Grandma would tell stories too, of the AA gun and searchlight outside their house in Cookridge (one of the highest points in the area and given the accuracy of bombers, distressingly close to a steel foundry at Kirkstall) and taking the air-raid wardens on duty cups of tea. Or of the relative luxury the sailors lived in in those times of rationing. Eggs, she said, they had eggs! And tinned fruit!
I wonder about their war-time relationship. She was only 16 when hostilities broke out, he was 20. They were married in '42. He was away from '40 to '45 and one imagines that for most of those five years, including three as a young bride, she had no idea where he was or what he was doing. Contrast that to today, where tweets and blogs can be sent daily to update the world or your loved ones on the minutiae of your life. Or where people get upset if you don't reply immediately to an email or text. They were unable to even say with any degree of confidence where he was, other than that it was a-sea and in harms' way.
Their generation was born out of the first war; Grandma's father, Percy, served on the Western Front in the trenches, which according to family lore is where he met my great-grandmother, Louise, a French nurse. However Percy, they say, was a bit of an arty Francophile before the war, so it is possible he met her then. Whatever the truth, what is indisputable is that he was an English lad, and she was a French mademoiselle and under the normal course of events in the early 20th Century, by rights they shouldn't have met. I didn't hear too many Percy and Louise stories; they both passed before I was born, and I suppose their history was pretty much gone already as no-one had written their stories down before they died with them. I did hear how Louise became the terror of Leeds Market, going down late on a Saturday afternoon and haggling for left-over fruits, vegetables and meats in a very French, and very un-Yorkshire-like, manner. Or of shooing the local kids off their freshly scrubbed doorstep with a Gallic "allez allez".
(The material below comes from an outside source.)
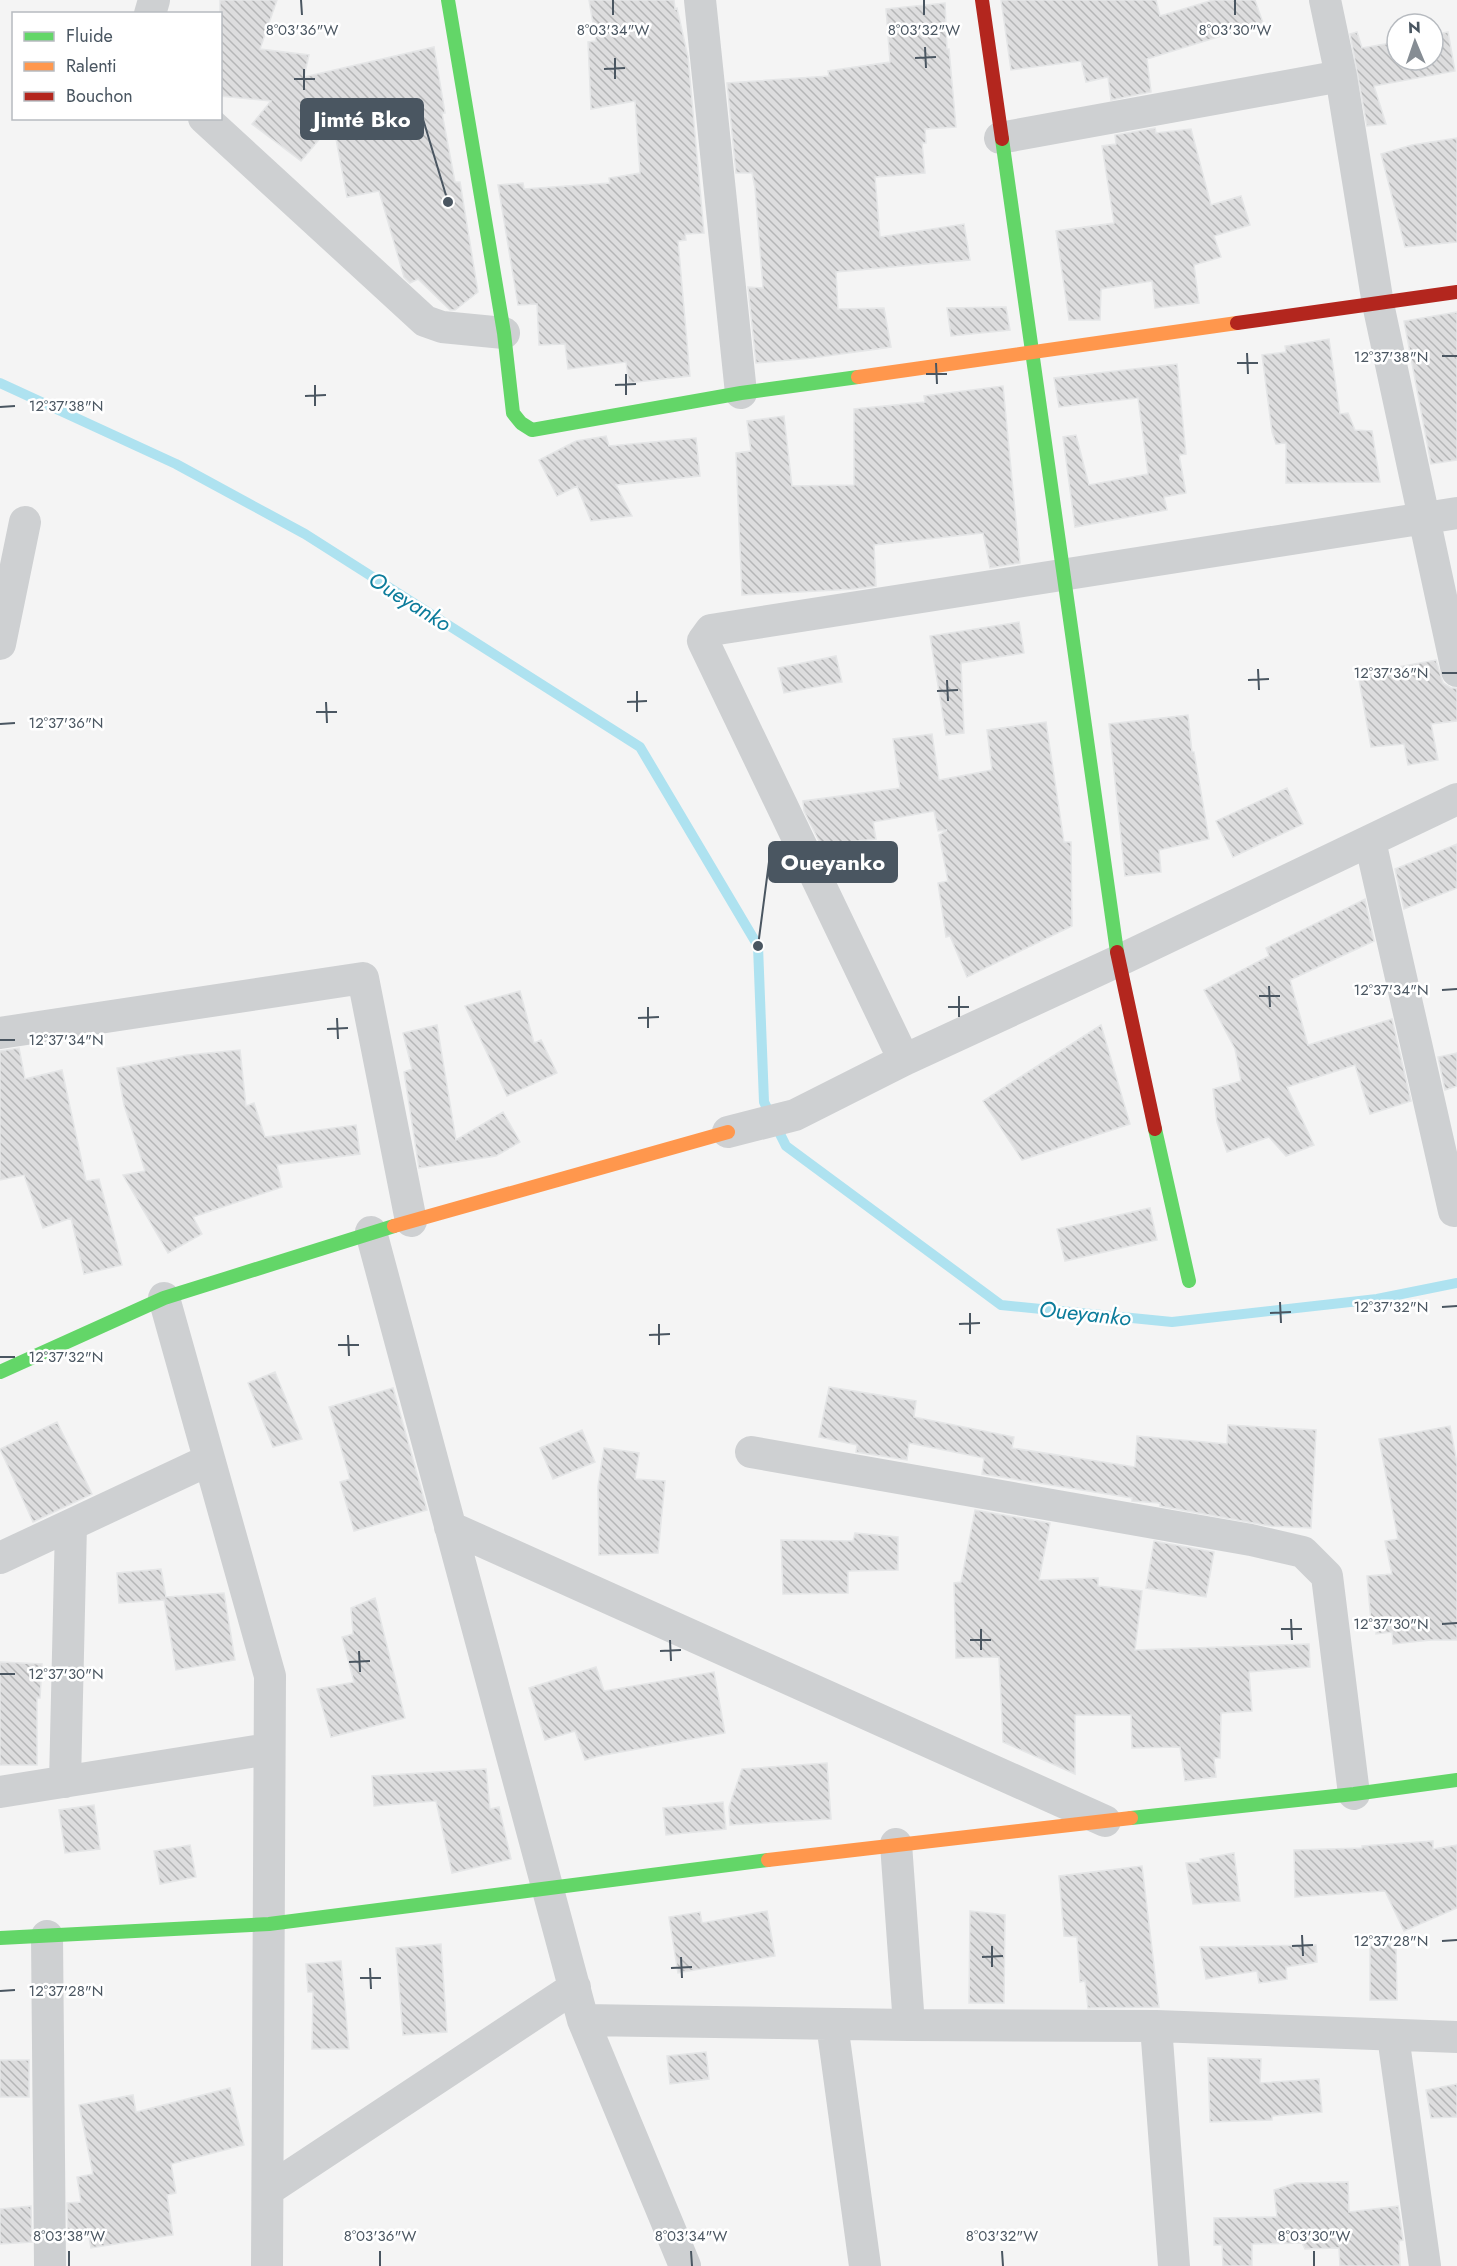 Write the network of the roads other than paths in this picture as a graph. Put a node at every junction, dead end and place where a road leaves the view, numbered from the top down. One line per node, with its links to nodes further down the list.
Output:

Grandpa told me other war-stories as well, of D-Day, of life on board, of his COs, as we would play cribbage long into the night (crib being a Navy legacy). By this time in his life, his SDAT was of a level he was unable to remember if we'd pegged once or twice around the board but it didn't matter. We just played hand after hand after hand and went around and around the board and he'd carry on talking. To be honest, the war and his life as a barrow-boy down the Leeds market finding exotic spiders in crates of bananas probably seemed clearer in his mind than what he'd had for breakfast.
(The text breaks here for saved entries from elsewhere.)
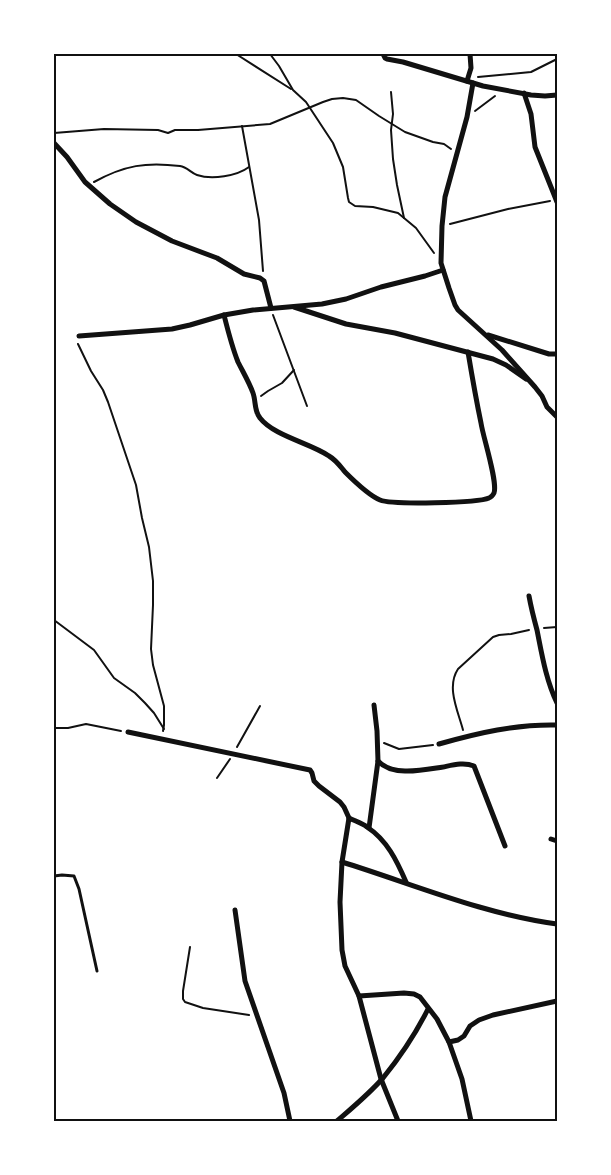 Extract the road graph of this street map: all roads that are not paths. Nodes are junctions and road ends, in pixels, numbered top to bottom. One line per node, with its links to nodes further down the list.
1 (383, 54): 3 (street)
2 (470, 54): 3 (street)
3 (467, 79): 4 (street)
4 (473, 83): 5 (street); 9 (street)
5 (524, 93): 6 (street); 8 (street)
6 (557, 95)
7 (54, 142): 11 (street)
8 (557, 200)
9 (443, 270): 10 (street); 13 (street)
10 (291, 307): 11 (street); 15 (street)
11 (271, 308): 12 (street)
12 (224, 315): 14 (street); 15 (street)
13 (485, 334): 16 (street); 17 (street)
14 (79, 336)
15 (468, 352): 17 (street)
16 (557, 354)
17 (532, 383): 18 (street)
18 (557, 417)
19 (529, 596): 20 (street)
20 (557, 703)
21 (374, 705): 25 (street)
22 (557, 725): 24 (street)
23 (128, 732): 26 (street)
24 (439, 744)
25 (378, 761): 27 (street); 30 (street)
26 (349, 818): 27 (street); 31 (street)
27 (369, 828): 33 (street)
28 (551, 839): 29 (street)
29 (557, 841)
30 (505, 846)
31 (342, 862): 33 (street); 37 (street)
32 (54, 876): 36 (lane)
33 (406, 882): 35 (street)
34 (235, 910): 42 (street)
35 (557, 924)
36 (97, 971)
37 (359, 996): 39 (street); 41 (street)
38 (557, 1001): 40 (street)
39 (428, 1009): 40 (street); 41 (street)
40 (450, 1042): 45 (street)
41 (381, 1079): 43 (street); 44 (street)
42 (290, 1121)
43 (337, 1121)
44 (398, 1121)
45 (471, 1121) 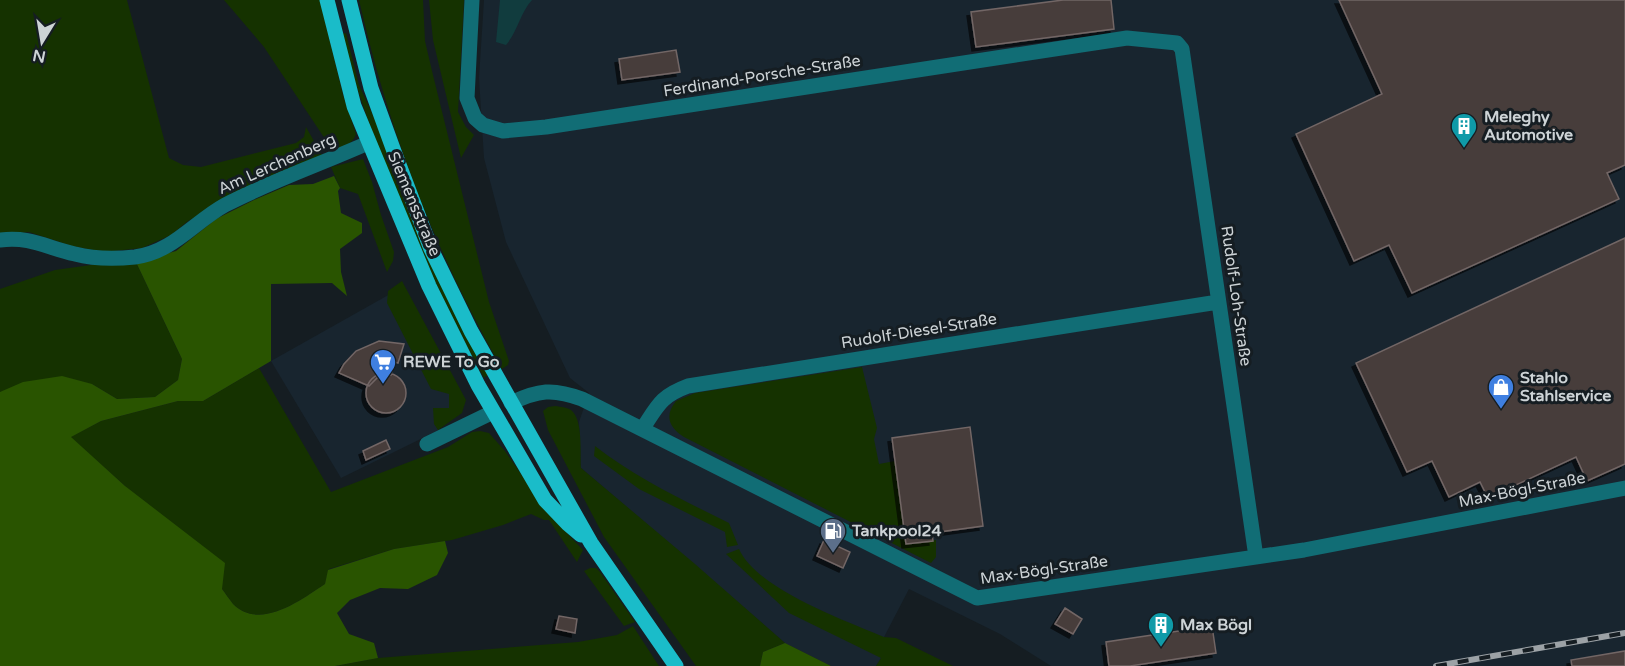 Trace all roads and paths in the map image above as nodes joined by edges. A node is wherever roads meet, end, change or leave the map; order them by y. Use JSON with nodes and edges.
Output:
{"nodes":[{"id":1,"x":327,"y":0,"type":"edge"},
{"id":2,"x":349,"y":0,"type":"edge"},
{"id":3,"x":472,"y":0,"type":"edge"},
{"id":4,"x":1177,"y":43,"type":"joint"},
{"id":5,"x":368,"y":143,"type":"junction"},
{"id":6,"x":0,"y":240,"type":"edge"},
{"id":7,"x":1218,"y":302,"type":"junction"},
{"id":8,"x":511,"y":403,"type":"junction"},
{"id":9,"x":493,"y":412,"type":"junction"},
{"id":10,"x":643,"y":428,"type":"junction"},
{"id":11,"x":426,"y":444,"type":"dead end"},
{"id":12,"x":1625,"y":488,"type":"edge"},
{"id":13,"x":591,"y":543,"type":"junction"},
{"id":14,"x":1256,"y":557,"type":"junction"},
{"id":15,"x":676,"y":666,"type":"edge"}],
"edges":[{"from":1,"to":5,"type":"main road","name":"Siemensstraße"},
{"from":2,"to":8,"type":"main road","name":"Siemensstraße"},
{"from":3,"to":4,"type":"street","name":"Ferdinand-Porsche-Straße"},
{"from":4,"to":7,"type":"street","name":"Rudolf-Loh-Straße"},
{"from":5,"to":6,"type":"street","name":"Am Lerchenberg"},
{"from":5,"to":9,"type":"main road","name":"Siemensstraße"},
{"from":7,"to":10,"type":"street","name":"Rudolf-Diesel-Straße"},
{"from":7,"to":14,"type":"street","name":"Rudolf-Loh-Straße"},
{"from":8,"to":9,"type":"main road"},
{"from":8,"to":10,"type":"street","name":"Max-Bögl-Straße"},
{"from":8,"to":13,"type":"main road","name":"Siemensstraße"},
{"from":9,"to":11,"type":"street"},
{"from":9,"to":13,"type":"main road","name":"Siemensstraße"},
{"from":10,"to":14,"type":"street","name":"Max-Bögl-Straße"},
{"from":12,"to":14,"type":"street","name":"Max-Bögl-Straße"},
{"from":13,"to":15,"type":"main road"}]}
As with most hostilities only personnel, he was only too keen to reintegrate into civilian life. He demobbed in late '45; my mother was born in November '46 (do the math!). The picture of HMS Southdown on the wall notwithstanding, he never really referred to it. In later life he took a renewed interest in the Navy, joined the RNA and paraded proudly at the local cenotaph on Remembrance day with his medals.
Despite being a member of the proverbial thin red line who ensured the second language we all learned at school was French, he wouldn't class himself as a hero. He was in his own view an ordinary man doing an ordinary job. Just a bloke from working class Leeds who "did his bit". However, they were extraordinary times. He was a hero to me. I miss him.